Cohesive zone models of localization and fracture in bone

Abstract

Previously published experimental data for the fracture of bone are analysed using cohesive zone models to deal with the non-linear processes of material failure. Non-linear effects dominate tests; linear-elastic fracture mechanics cannot give an internally consistent account of the data. In contrast, the same cohesive traction law can account accurately for substantial differences in the fracture data for normal (non-diseased or aged) adult human humeral cortical bone taken at two laboratories, where different specimen configurations were used. Further model calculations illustrate more general characteristics of the non-linear fracture of bone and demonstrate in particular that the fracture toughness of bone deduced via LEFM from test data is not a material constant, but will take different values for different crack lengths and test configurations. LEFM can be valid only when the crack is much longer than a certain length scale, representative of the length of the process zone in the cohesive model, which for human cortical bone ranges from 3 to 10 mm.

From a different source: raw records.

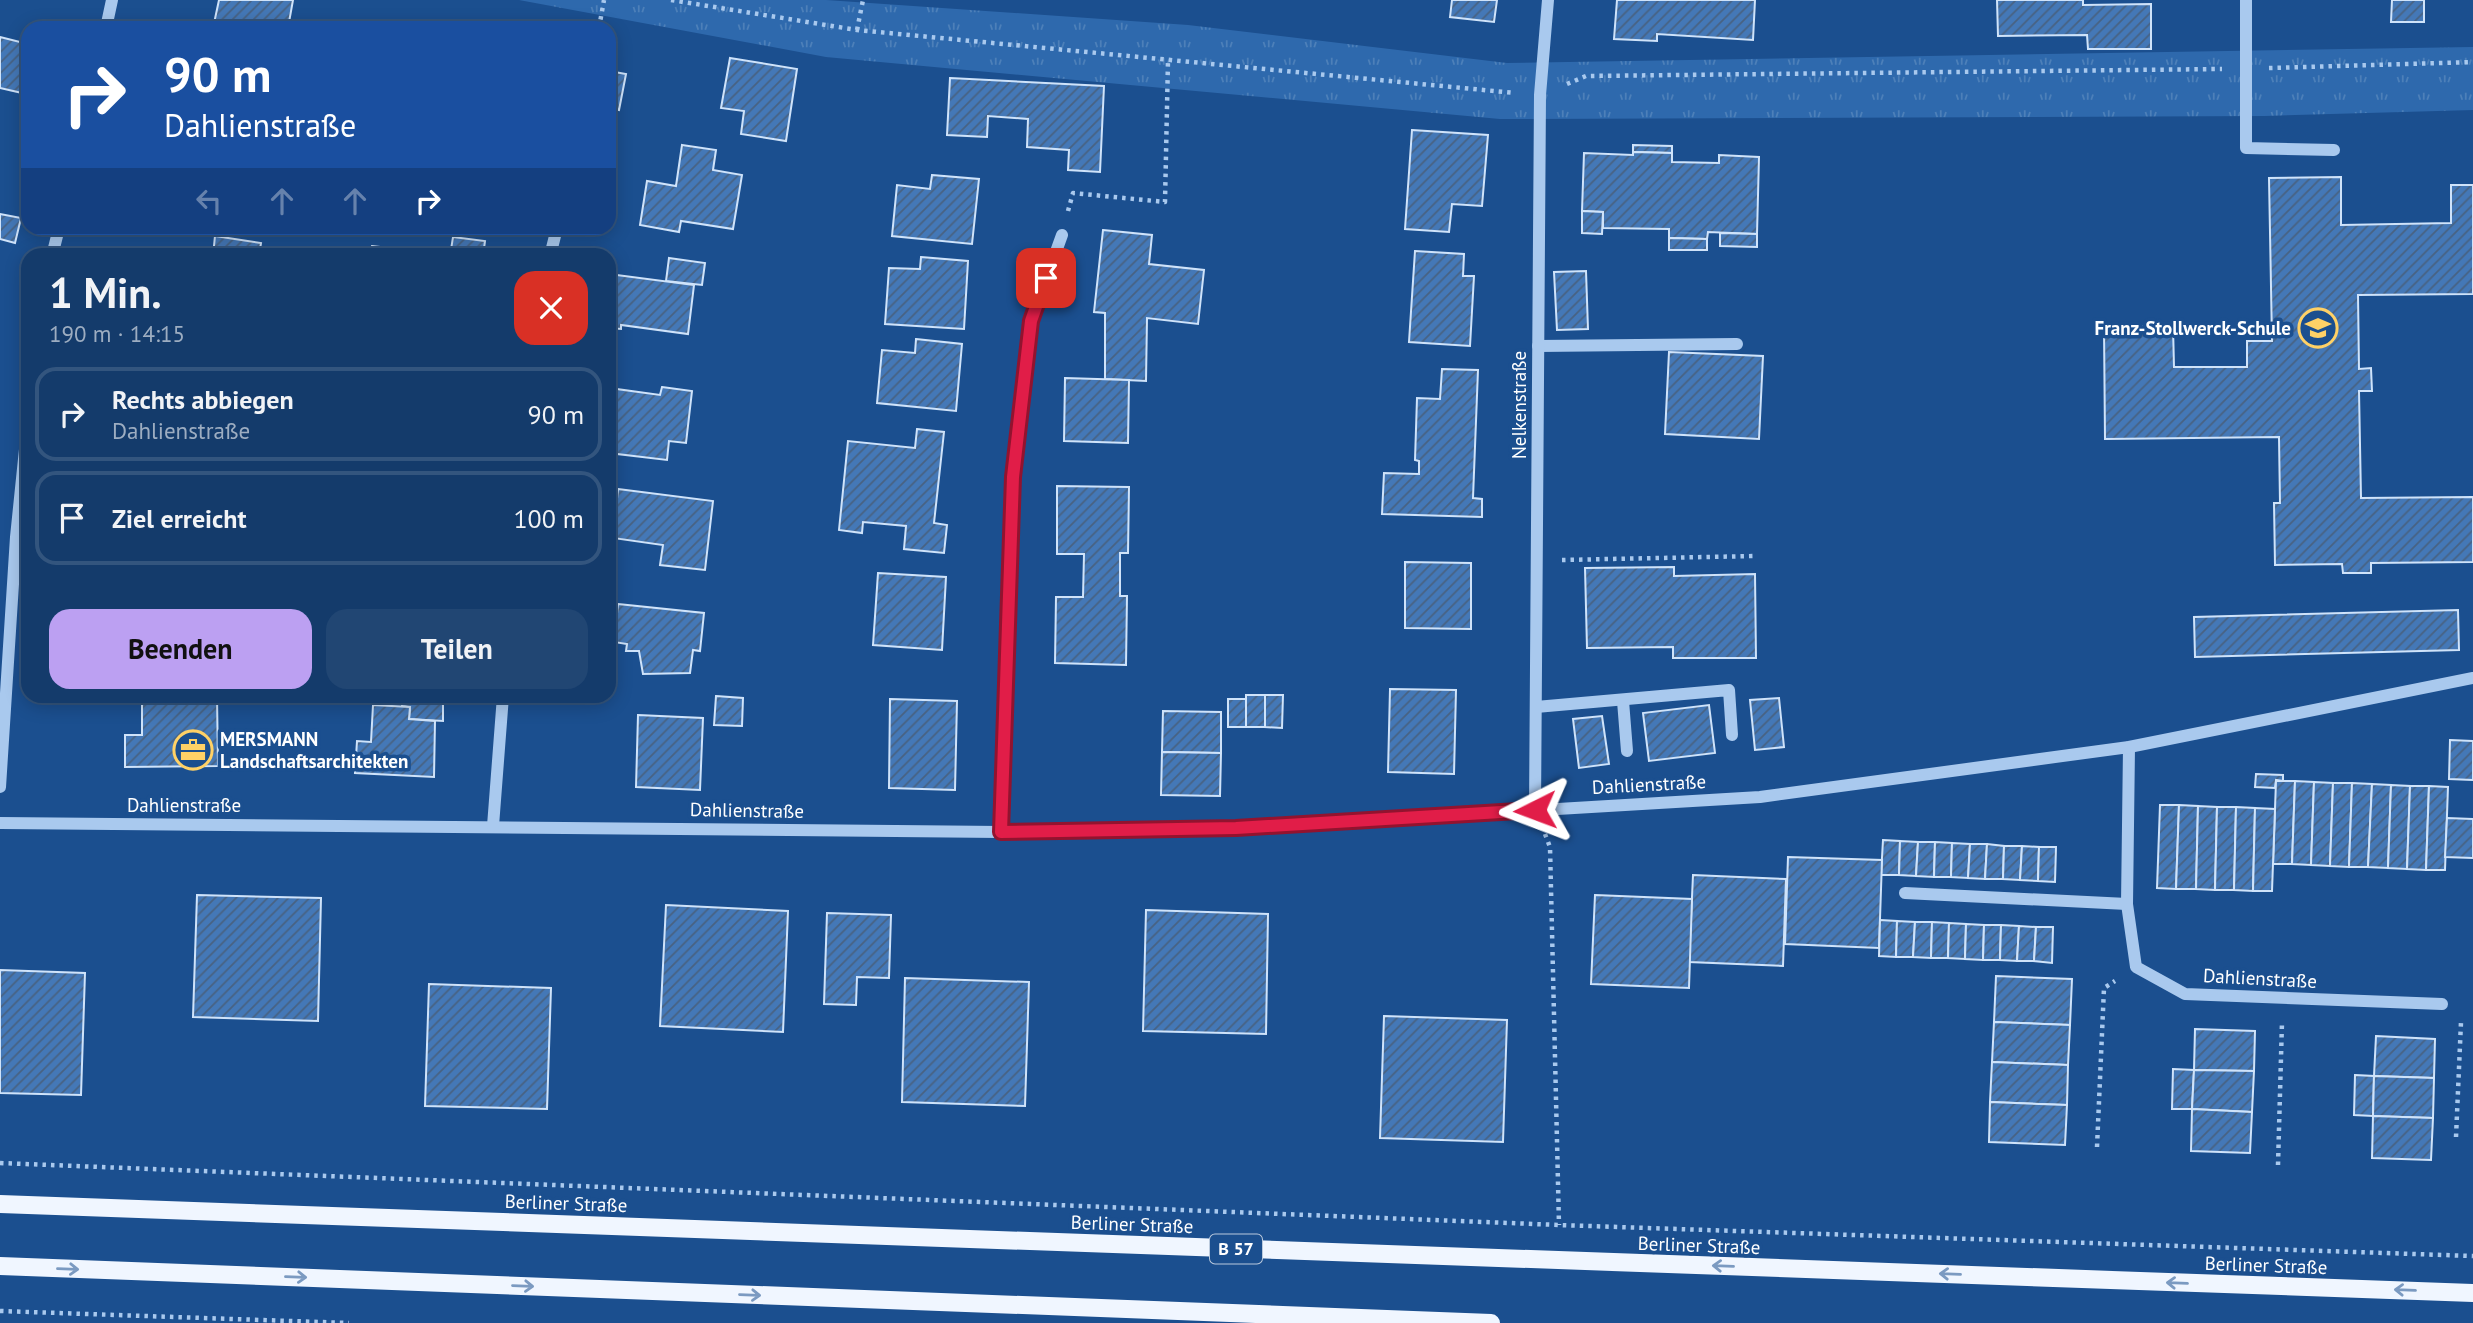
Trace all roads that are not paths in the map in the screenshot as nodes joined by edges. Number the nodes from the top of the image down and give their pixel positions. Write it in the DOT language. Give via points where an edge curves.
graph roads {
  1 [pos="113,0"];
  2 [pos="1548,0"];
  3 [pos="2246,0"];
  4 [pos="108,21"];
  5 [pos="2334,150"];
  6 [pos="1062,235"];
  7 [pos="1737,344"];
  8 [pos="1538,346"];
  9 [pos="21,488"];
  10 [pos="2473,678"];
  11 [pos="1623,701"];
  12 [pos="502,703"];
  13 [pos="1536,708"];
  14 [pos="1732,735"];
  15 [pos="2129,747"];
  16 [pos="1628,751"];
  17 [pos="0,787"];
  18 [pos="1535,810"];
  19 [pos="0,823"];
  20 [pos="493,826"];
  21 [pos="1001,832"];
  22 [pos="1905,892"];
  23 [pos="2127,904"];
  24 [pos="2442,1004"];
  25 [pos="0,1204"];
  26 [pos="0,1266"];
  27 [pos="2473,1293"];
  28 [pos="1491,1323"];
  1 -- 4 [label="street"];
  2 -- 8 [label="street, Nelkenstraße" via="1540,95"];
  3 -- 5 [label="street" via="2246,148"];
  6 -- 21 [label="street" via="1031,321 1013,477"];
  7 -- 8 [label="street"];
  8 -- 13 [label="street, Nelkenstraße"];
  9 -- 17 [label="street"];
  10 -- 15 [label="street, Dahlienstraße"];
  11 -- 13 [label="street"];
  11 -- 14 [label="street" via="1729,690"];
  11 -- 16 [label="street"];
  12 -- 20 [label="street"];
  13 -- 18 [label="street, Nelkenstraße"];
  15 -- 18 [label="street, Dahlienstraße" via="1760,797"];
  15 -- 23 [label="street"];
  18 -- 21 [label="street, Dahlienstraße" via="1236,828"];
  19 -- 20 [label="street, Dahlienstraße"];
  20 -- 21 [label="street, Dahlienstraße"];
  22 -- 23 [label="street"];
  23 -- 24 [label="street, Dahlienstraße" via="2136,967 2185,994"];
  27 -- 25 [label="main road, Berliner Straße / B 57, one-way"];
  26 -- 28 [label="main road, one-way"];
}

Naturally-occurring bones and the specimens used to test them are not much larger than this dimension for most relevant orientations, implying the necessity of non-linear fracture models. The analysis of fracture data also requires proper representation of the approximately orthotropic elasticity of the bone specimen. The fracture test data show that human humeral cortical bone is much more compliant in shear in the plane of the test specimen than would be inferred from the relevant Young’s moduli, if the material were isotropic in that plane, as is often assumed. If the specimen is incorrectly assumed to be isotropic in that plane, the initial measured compliance cannot be reproduced to within a factor of four and the fracture toughness deduced from the measured work of fracture will be overestimated by ∼30%.